→ WHAT YOU ARE ASKED TO DO
Show every line in the entries below where the word "strokeStyle" appears.

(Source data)
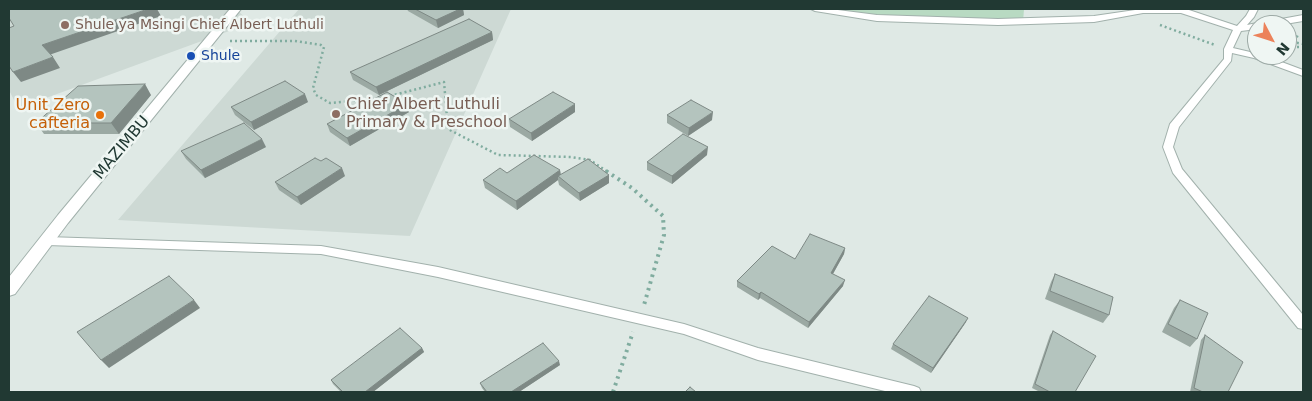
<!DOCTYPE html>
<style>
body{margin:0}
#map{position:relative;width:1312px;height:401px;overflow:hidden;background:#dfe9e5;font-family:"DejaVu Sans",sans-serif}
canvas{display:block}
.frame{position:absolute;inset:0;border:10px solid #213933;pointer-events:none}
.north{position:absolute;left:1247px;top:15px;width:50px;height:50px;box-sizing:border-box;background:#eff6f3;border:1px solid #9daaa6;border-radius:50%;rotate:130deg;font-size:14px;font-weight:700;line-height:20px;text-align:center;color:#213933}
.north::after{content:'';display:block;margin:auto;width:18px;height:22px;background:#ec825a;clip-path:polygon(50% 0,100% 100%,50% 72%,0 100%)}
</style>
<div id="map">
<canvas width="1312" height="401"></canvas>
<div class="frame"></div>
<div class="north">N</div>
</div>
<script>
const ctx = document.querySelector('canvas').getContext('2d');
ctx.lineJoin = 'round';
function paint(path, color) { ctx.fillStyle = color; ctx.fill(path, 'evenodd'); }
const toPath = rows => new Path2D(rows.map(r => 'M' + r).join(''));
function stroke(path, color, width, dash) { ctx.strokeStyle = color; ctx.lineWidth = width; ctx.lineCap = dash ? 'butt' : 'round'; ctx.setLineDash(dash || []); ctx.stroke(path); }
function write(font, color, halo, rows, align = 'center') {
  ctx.font = font + ' "DejaVu Sans",sans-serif'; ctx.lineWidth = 5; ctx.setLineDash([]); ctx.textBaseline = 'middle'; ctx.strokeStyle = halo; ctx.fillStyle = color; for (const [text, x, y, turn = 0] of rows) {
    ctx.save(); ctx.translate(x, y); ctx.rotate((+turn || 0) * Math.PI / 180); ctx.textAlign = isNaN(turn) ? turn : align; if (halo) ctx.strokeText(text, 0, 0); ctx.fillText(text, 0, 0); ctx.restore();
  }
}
const built = toPath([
 [9,9,236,9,251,23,16,109,15,102,9,90],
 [299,9,511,9,410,236,118,220]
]);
const green = toPath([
 [813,9,1024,9,1023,22,870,17]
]);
const pathFar1 = toPath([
 [1160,25,1215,45],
 [230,41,295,41,321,45,324,47,313,88,316,95,330,103,374,99],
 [1287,41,1303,44],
 [1295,42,1298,34],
 [1287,47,1303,47],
 [390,96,444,82,448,129,498,155,571,157,590,160,608,172]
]);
const path = toPath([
 [606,171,632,188,663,216,664,235,644,305],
 [613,392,633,332]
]);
const service = toPath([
 [811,9,830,9,877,15,998,19,1094,16,1142,9,1186,9,1237,26,1246,16,1250,9,1258,9,1254,17,1247,25,1257,23,1261,25,1257,25,1257,29,1241,31,1233,48,1263,55,1303,70,1303,76,1254,58,1232,53,1231,61,1179,127,1173,147,1182,169,1303,315,1303,329,1298,328,1173,173,1163,147,1170,124,1224,59,1224,49,1233,30,1181,13,1143,13,1094,22,998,25,877,21,815,11,811,9],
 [1303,15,1303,21,1279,25,1261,25,1265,22,1303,15],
 [47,237,321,246,438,267,684,324,758,348,914,386,919,388,921,392,889,392,758,360,684,334,438,277,321,254,47,245,43,244,41,241,43,238,47,237]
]);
const minor = toPath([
 [230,9,241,9,68,223,15,294,9,296,9,277,58,215,230,9]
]);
const wall = toPath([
 [407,9,463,9,464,15,438,28,408,11],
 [492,32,493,40,379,95,353,80,350,72],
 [151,95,119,134,44,134,36,123],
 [308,102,254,130,235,115,231,107],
 [407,104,409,112,350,146,330,132,327,124],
 [575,112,532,141,510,127,509,119],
 [667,115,712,120,688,136,667,123],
 [266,147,205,178,186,159,181,151],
 [707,155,672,184,647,170,647,162],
 [560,170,561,175,609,175,609,183,580,201,559,185,558,180,517,210,485,188,483,180,507,173],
 [345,176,301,205,279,190,275,182],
 [845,248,844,254,833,274,843,286,808,328,760,298,758,300,737,287,737,281,795,259],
 [1055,274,1109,315,1103,323,1045,299,1051,282],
 [1180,300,1197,339,1190,347,1162,332,1174,308],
 [966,322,931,373,891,349,893,344],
 [1053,331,1075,392,1040,392,1032,388,1050,335],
 [1205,335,1228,392,1190,392,1201,340],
 [422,348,424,352,373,392,341,392,333,384,331,380],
 [560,365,519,392,485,392,482,388,480,383]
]);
const shadedWall = toPath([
 [148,9,157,9,161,16,49,55,42,45],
 [460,9,463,9,464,15,438,28,436,20],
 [492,32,493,40,379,95,376,87],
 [53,57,60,68,21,82,13,72],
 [145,84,151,95,119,134,111,123],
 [305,94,308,102,254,130,251,122],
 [407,104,409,112,350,146,347,138],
 [575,104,575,112,532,141,531,133],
 [713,112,712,120,688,136,689,128],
 [262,139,266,147,205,178,201,170],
 [708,147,707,155,672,184,672,176],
 [342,168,345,176,301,205,297,197],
 [560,170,561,178,558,176,558,180,517,210,516,201],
 [609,175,609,183,580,201,579,193],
 [845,248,844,254,830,279,831,273],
 [845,280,843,286,808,328,809,322],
 [761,292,760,298,758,300,759,294],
 [194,300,200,308,109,368,101,360],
 [968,318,966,322,931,373,933,368],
 [422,348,424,352,373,392,365,392],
 [559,361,560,365,519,392,511,392]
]);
const building = toPath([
 [9,9,148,9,42,45,53,57,13,72,9,66,9,28,14,26,9,18,9,9],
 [415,9,460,9,436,20,415,9],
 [469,19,492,32,376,87,350,72,469,19],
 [285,81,305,94,251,122,231,107,285,81],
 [145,84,111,123,36,123,78,86,145,84],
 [387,92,407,104,347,138,327,124,387,92],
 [553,92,575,104,531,133,509,119,553,92],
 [691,100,713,112,689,128,667,115,691,100],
 [244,123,262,139,201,170,181,151,244,123],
 [683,134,708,147,672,176,647,162,683,134],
 [534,155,560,170,516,201,483,180,500,168,507,173,534,155],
 [315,158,321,161,326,158,342,168,297,197,275,182,315,158],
 [588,159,609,175,579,193,558,176,588,159],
 [810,234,845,248,831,273,845,280,809,322,761,292,759,294,737,281,772,246,795,259,810,234],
 [1055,274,1113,297,1109,315,1050,291,1055,274],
 [169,276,194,300,101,360,77,332,169,276],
 [929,296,968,318,933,368,893,344,929,296],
 [1180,300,1208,313,1197,339,1168,324,1180,300],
 [400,328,422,348,365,392,343,392,331,380,400,328],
 [1053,331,1096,356,1075,392,1050,392,1035,384,1053,331],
 [1205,335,1243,362,1228,392,1203,392,1194,388,1205,335],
 [543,343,559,361,511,392,487,392,480,383,543,343],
 [690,387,696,392,685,392,690,387]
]);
const markers = [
 [65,25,5,"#8d6e63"],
 [191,56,5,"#1a4fb4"],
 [336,114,5,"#8d6e63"],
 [100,115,5,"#e8710a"]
];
const farEducationnames = [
 ["Shule ya Msingi Chief Albert Luthuli",75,25]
];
const farTransitnames = [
 ["Shule",201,56]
];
const educationNames = [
 ["Chief Albert Luthuli",346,105],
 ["Primary & Preschool",346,123]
];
const foodNames = [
 ["Unit Zero",90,106],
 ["cafteria",90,124]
];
const streetNames = [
 ["MAZIMBU",122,148,-50]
];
paint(built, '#cdd9d4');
paint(green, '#b8dac2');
stroke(service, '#a2b1ac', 2);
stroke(minor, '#a2b1ac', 2);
stroke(pathFar1, '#80ac9f', 2.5, [2, 3]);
stroke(path, '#80ac9f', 4, [2.5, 4.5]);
paint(service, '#fff');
paint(minor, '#fff');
paint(wall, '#9ba9a3');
paint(shadedWall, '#7e8985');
paint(building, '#b4c4be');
stroke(building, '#7e8985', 1);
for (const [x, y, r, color] of markers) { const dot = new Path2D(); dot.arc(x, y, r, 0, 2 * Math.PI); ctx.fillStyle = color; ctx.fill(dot); stroke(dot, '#eff6f3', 2); }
write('14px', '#785e54', '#eff6f3', farEducationnames, 'left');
write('14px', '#164399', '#eff6f3', farTransitnames, 'left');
write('16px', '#785e54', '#eff6f3', educationNames, 'left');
write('16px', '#c56008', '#eff6f3', foodNames, 'right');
write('16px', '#213933', '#eff6f3', streetNames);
</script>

→ EXERCISE OUTPUT
function stroke(path, color, width, dash) { ctx.strokeStyle = color; ctx.lineWidth = width; ctx.lineCap = dash ? 'butt' : 'round'; ctx.setLineDash(dash || []); ctx.stroke(path); }
  ctx.font = font + ' "DejaVu Sans",sans-serif'; ctx.lineWidth = 5; ctx.setLineDash([]); ctx.textBaseline = 'middle'; ctx.strokeStyle = halo; ctx.fillStyle = color; for (const [text, x, y, turn = 0] of rows) {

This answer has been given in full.